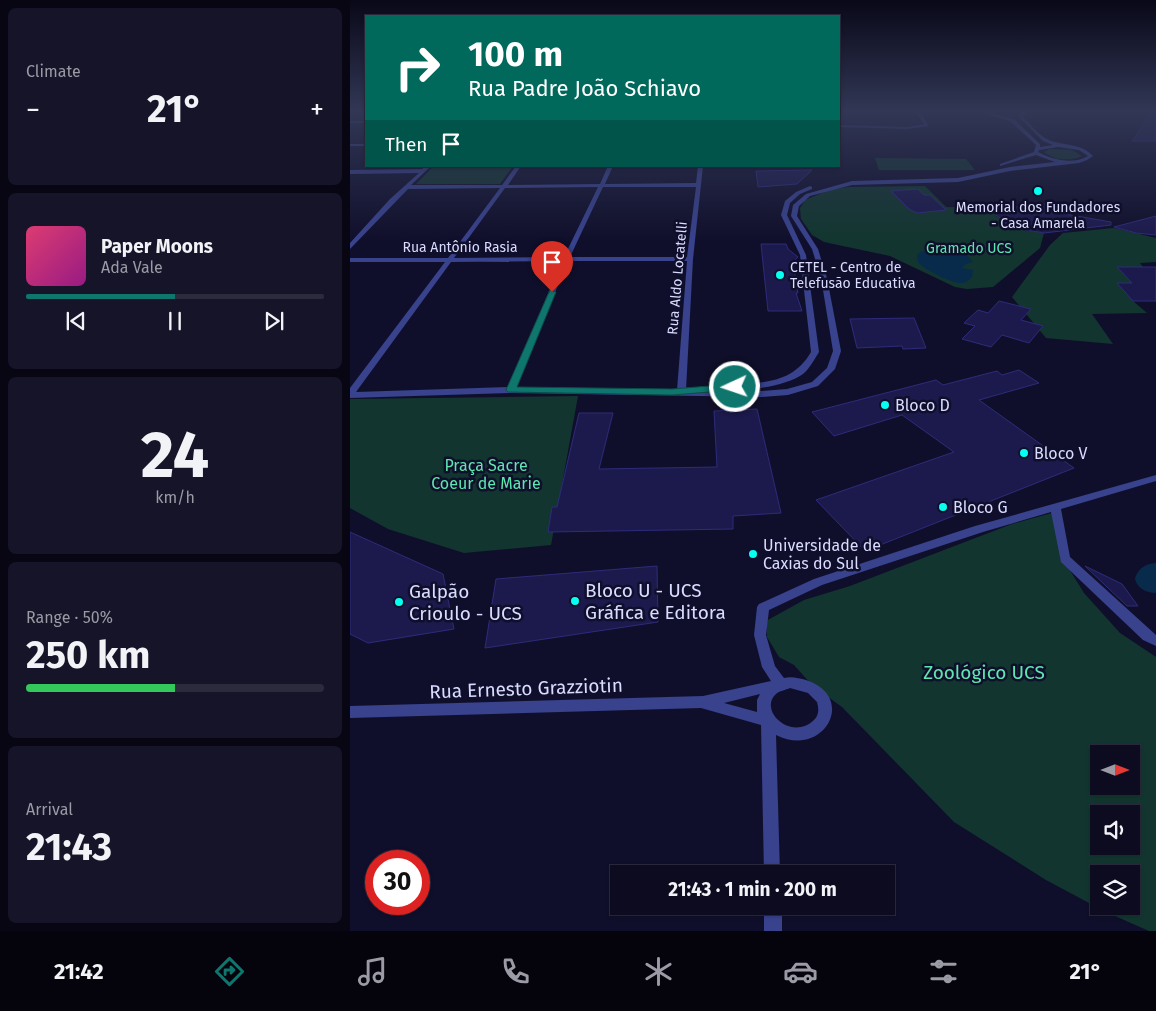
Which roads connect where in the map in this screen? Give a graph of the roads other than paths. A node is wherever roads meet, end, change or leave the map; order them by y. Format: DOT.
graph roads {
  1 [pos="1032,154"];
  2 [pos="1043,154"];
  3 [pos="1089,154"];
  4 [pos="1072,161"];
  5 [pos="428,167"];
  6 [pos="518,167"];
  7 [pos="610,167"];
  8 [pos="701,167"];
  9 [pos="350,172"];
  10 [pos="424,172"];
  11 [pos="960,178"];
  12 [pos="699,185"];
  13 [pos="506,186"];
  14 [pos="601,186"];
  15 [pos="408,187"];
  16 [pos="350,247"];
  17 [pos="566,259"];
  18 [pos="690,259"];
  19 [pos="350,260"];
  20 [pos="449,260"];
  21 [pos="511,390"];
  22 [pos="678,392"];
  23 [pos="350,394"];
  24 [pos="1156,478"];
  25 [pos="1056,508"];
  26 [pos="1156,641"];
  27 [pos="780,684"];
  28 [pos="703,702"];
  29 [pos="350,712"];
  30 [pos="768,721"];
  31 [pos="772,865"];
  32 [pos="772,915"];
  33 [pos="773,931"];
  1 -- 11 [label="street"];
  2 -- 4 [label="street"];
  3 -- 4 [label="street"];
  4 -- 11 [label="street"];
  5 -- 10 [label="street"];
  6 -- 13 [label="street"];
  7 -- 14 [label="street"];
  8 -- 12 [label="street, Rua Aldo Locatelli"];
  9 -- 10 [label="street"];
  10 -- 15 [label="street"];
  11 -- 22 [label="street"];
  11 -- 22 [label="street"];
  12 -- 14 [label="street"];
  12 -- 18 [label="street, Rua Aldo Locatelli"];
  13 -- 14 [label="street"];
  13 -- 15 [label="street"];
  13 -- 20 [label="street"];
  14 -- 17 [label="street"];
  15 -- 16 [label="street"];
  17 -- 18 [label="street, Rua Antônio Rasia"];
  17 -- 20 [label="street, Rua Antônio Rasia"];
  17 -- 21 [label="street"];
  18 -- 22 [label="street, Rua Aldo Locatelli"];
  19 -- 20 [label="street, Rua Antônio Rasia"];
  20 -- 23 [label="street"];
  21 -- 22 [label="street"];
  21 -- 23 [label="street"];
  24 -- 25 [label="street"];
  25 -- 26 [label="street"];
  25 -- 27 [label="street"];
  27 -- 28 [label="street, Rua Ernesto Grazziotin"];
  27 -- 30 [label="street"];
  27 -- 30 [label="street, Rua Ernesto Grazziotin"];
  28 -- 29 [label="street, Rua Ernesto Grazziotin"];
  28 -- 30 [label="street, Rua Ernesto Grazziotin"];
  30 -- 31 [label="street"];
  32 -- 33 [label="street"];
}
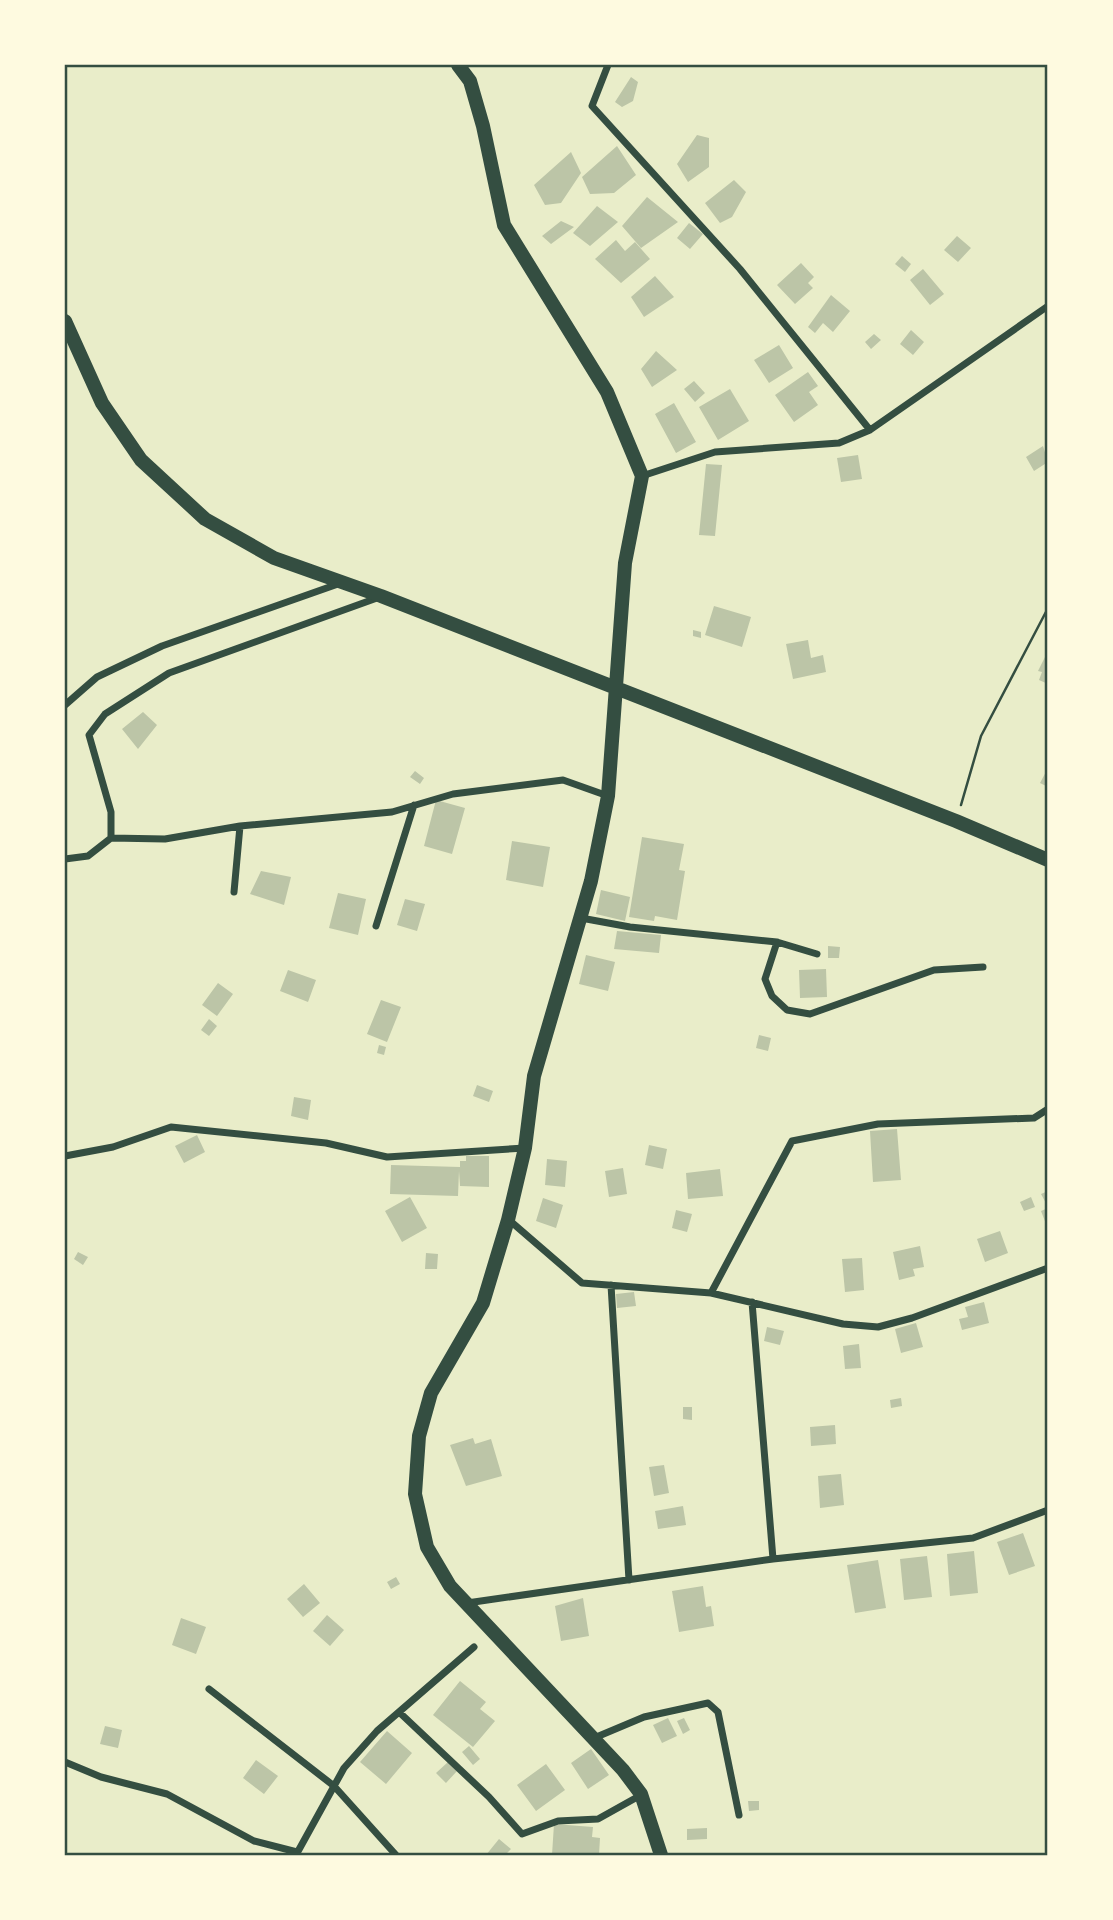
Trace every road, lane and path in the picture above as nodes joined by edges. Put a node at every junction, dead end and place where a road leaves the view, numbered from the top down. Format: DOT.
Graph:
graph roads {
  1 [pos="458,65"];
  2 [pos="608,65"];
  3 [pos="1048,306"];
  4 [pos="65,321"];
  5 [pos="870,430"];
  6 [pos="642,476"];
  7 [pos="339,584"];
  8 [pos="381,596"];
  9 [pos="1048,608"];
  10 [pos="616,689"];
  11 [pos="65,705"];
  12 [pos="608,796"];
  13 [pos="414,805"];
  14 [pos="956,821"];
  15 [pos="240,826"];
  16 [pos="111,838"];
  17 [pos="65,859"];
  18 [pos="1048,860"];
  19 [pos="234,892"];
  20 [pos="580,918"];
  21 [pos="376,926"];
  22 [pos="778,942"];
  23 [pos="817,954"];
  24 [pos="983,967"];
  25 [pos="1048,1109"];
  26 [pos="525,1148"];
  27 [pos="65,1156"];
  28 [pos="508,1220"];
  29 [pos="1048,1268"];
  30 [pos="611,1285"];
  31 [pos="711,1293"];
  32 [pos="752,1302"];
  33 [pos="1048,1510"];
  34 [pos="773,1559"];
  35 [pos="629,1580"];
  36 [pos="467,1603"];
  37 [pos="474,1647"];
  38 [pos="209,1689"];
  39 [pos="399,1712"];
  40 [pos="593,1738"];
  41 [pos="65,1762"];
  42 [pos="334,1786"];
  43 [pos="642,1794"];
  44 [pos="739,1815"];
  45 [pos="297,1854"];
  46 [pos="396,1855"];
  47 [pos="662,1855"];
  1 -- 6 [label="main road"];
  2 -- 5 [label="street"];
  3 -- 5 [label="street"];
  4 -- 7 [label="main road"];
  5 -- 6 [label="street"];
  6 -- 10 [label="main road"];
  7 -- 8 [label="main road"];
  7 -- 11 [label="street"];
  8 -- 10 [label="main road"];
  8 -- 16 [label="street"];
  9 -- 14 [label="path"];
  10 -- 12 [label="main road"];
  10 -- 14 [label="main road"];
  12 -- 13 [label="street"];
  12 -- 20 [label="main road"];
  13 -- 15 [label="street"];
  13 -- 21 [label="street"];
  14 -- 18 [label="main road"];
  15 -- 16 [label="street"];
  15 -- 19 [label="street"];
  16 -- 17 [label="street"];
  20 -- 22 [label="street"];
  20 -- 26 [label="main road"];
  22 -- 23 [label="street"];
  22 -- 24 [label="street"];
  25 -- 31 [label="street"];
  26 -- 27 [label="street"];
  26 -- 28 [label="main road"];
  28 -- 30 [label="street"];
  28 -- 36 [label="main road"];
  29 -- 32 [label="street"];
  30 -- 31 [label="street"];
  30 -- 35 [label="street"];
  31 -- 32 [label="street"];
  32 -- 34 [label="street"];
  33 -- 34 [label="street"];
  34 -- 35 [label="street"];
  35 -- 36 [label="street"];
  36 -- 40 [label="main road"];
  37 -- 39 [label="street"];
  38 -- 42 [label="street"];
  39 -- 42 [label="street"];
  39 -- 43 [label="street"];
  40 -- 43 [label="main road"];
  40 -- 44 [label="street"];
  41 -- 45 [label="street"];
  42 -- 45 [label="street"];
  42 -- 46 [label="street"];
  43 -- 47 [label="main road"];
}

^^^^

- Task prompt: Pictures are to be left out when the entries above are repeated exactly.

- Answer to the exercise:
Which roads connect where in the map in this screen? Give a graph of the roads other than paths. A node is wherever roads meet, end, change or leave the map; order them by y. Format: DOT.
graph roads {
  1 [pos="1032,154"];
  2 [pos="1043,154"];
  3 [pos="1089,154"];
  4 [pos="1072,161"];
  5 [pos="428,167"];
  6 [pos="518,167"];
  7 [pos="610,167"];
  8 [pos="701,167"];
  9 [pos="350,172"];
  10 [pos="424,172"];
  11 [pos="960,178"];
  12 [pos="699,185"];
  13 [pos="506,186"];
  14 [pos="601,186"];
  15 [pos="408,187"];
  16 [pos="350,247"];
  17 [pos="566,259"];
  18 [pos="690,259"];
  19 [pos="350,260"];
  20 [pos="449,260"];
  21 [pos="511,390"];
  22 [pos="678,392"];
  23 [pos="350,394"];
  24 [pos="1156,478"];
  25 [pos="1056,508"];
  26 [pos="1156,641"];
  27 [pos="780,684"];
  28 [pos="703,702"];
  29 [pos="350,712"];
  30 [pos="768,721"];
  31 [pos="772,865"];
  32 [pos="772,915"];
  33 [pos="773,931"];
  1 -- 11 [label="street"];
  2 -- 4 [label="street"];
  3 -- 4 [label="street"];
  4 -- 11 [label="street"];
  5 -- 10 [label="street"];
  6 -- 13 [label="street"];
  7 -- 14 [label="street"];
  8 -- 12 [label="street, Rua Aldo Locatelli"];
  9 -- 10 [label="street"];
  10 -- 15 [label="street"];
  11 -- 22 [label="street"];
  11 -- 22 [label="street"];
  12 -- 14 [label="street"];
  12 -- 18 [label="street, Rua Aldo Locatelli"];
  13 -- 14 [label="street"];
  13 -- 15 [label="street"];
  13 -- 20 [label="street"];
  14 -- 17 [label="street"];
  15 -- 16 [label="street"];
  17 -- 18 [label="street, Rua Antônio Rasia"];
  17 -- 20 [label="street, Rua Antônio Rasia"];
  17 -- 21 [label="street"];
  18 -- 22 [label="street, Rua Aldo Locatelli"];
  19 -- 20 [label="street, Rua Antônio Rasia"];
  20 -- 23 [label="street"];
  21 -- 22 [label="street"];
  21 -- 23 [label="street"];
  24 -- 25 [label="street"];
  25 -- 26 [label="street"];
  25 -- 27 [label="street"];
  27 -- 28 [label="street, Rua Ernesto Grazziotin"];
  27 -- 30 [label="street"];
  27 -- 30 [label="street, Rua Ernesto Grazziotin"];
  28 -- 29 [label="street, Rua Ernesto Grazziotin"];
  28 -- 30 [label="street, Rua Ernesto Grazziotin"];
  30 -- 31 [label="street"];
  32 -- 33 [label="street"];
}
Trace every road, lane and path in the picture above as nodes joined by edges. Put a node at every junction, dead end and place where a road leaves the view, numbered from the top down. Format: DOT.
Graph:
graph roads {
  1 [pos="458,65"];
  2 [pos="608,65"];
  3 [pos="1048,306"];
  4 [pos="65,321"];
  5 [pos="870,430"];
  6 [pos="642,476"];
  7 [pos="339,584"];
  8 [pos="381,596"];
  9 [pos="1048,608"];
  10 [pos="616,689"];
  11 [pos="65,705"];
  12 [pos="608,796"];
  13 [pos="414,805"];
  14 [pos="956,821"];
  15 [pos="240,826"];
  16 [pos="111,838"];
  17 [pos="65,859"];
  18 [pos="1048,860"];
  19 [pos="234,892"];
  20 [pos="580,918"];
  21 [pos="376,926"];
  22 [pos="778,942"];
  23 [pos="817,954"];
  24 [pos="983,967"];
  25 [pos="1048,1109"];
  26 [pos="525,1148"];
  27 [pos="65,1156"];
  28 [pos="508,1220"];
  29 [pos="1048,1268"];
  30 [pos="611,1285"];
  31 [pos="711,1293"];
  32 [pos="752,1302"];
  33 [pos="1048,1510"];
  34 [pos="773,1559"];
  35 [pos="629,1580"];
  36 [pos="467,1603"];
  37 [pos="474,1647"];
  38 [pos="209,1689"];
  39 [pos="399,1712"];
  40 [pos="593,1738"];
  41 [pos="65,1762"];
  42 [pos="334,1786"];
  43 [pos="642,1794"];
  44 [pos="739,1815"];
  45 [pos="297,1854"];
  46 [pos="396,1855"];
  47 [pos="662,1855"];
  1 -- 6 [label="main road"];
  2 -- 5 [label="street"];
  3 -- 5 [label="street"];
  4 -- 7 [label="main road"];
  5 -- 6 [label="street"];
  6 -- 10 [label="main road"];
  7 -- 8 [label="main road"];
  7 -- 11 [label="street"];
  8 -- 10 [label="main road"];
  8 -- 16 [label="street"];
  9 -- 14 [label="path"];
  10 -- 12 [label="main road"];
  10 -- 14 [label="main road"];
  12 -- 13 [label="street"];
  12 -- 20 [label="main road"];
  13 -- 15 [label="street"];
  13 -- 21 [label="street"];
  14 -- 18 [label="main road"];
  15 -- 16 [label="street"];
  15 -- 19 [label="street"];
  16 -- 17 [label="street"];
  20 -- 22 [label="street"];
  20 -- 26 [label="main road"];
  22 -- 23 [label="street"];
  22 -- 24 [label="street"];
  25 -- 31 [label="street"];
  26 -- 27 [label="street"];
  26 -- 28 [label="main road"];
  28 -- 30 [label="street"];
  28 -- 36 [label="main road"];
  29 -- 32 [label="street"];
  30 -- 31 [label="street"];
  30 -- 35 [label="street"];
  31 -- 32 [label="street"];
  32 -- 34 [label="street"];
  33 -- 34 [label="street"];
  34 -- 35 [label="street"];
  35 -- 36 [label="street"];
  36 -- 40 [label="main road"];
  37 -- 39 [label="street"];
  38 -- 42 [label="street"];
  39 -- 42 [label="street"];
  39 -- 43 [label="street"];
  40 -- 43 [label="main road"];
  40 -- 44 [label="street"];
  41 -- 45 [label="street"];
  42 -- 45 [label="street"];
  42 -- 46 [label="street"];
  43 -- 47 [label="main road"];
}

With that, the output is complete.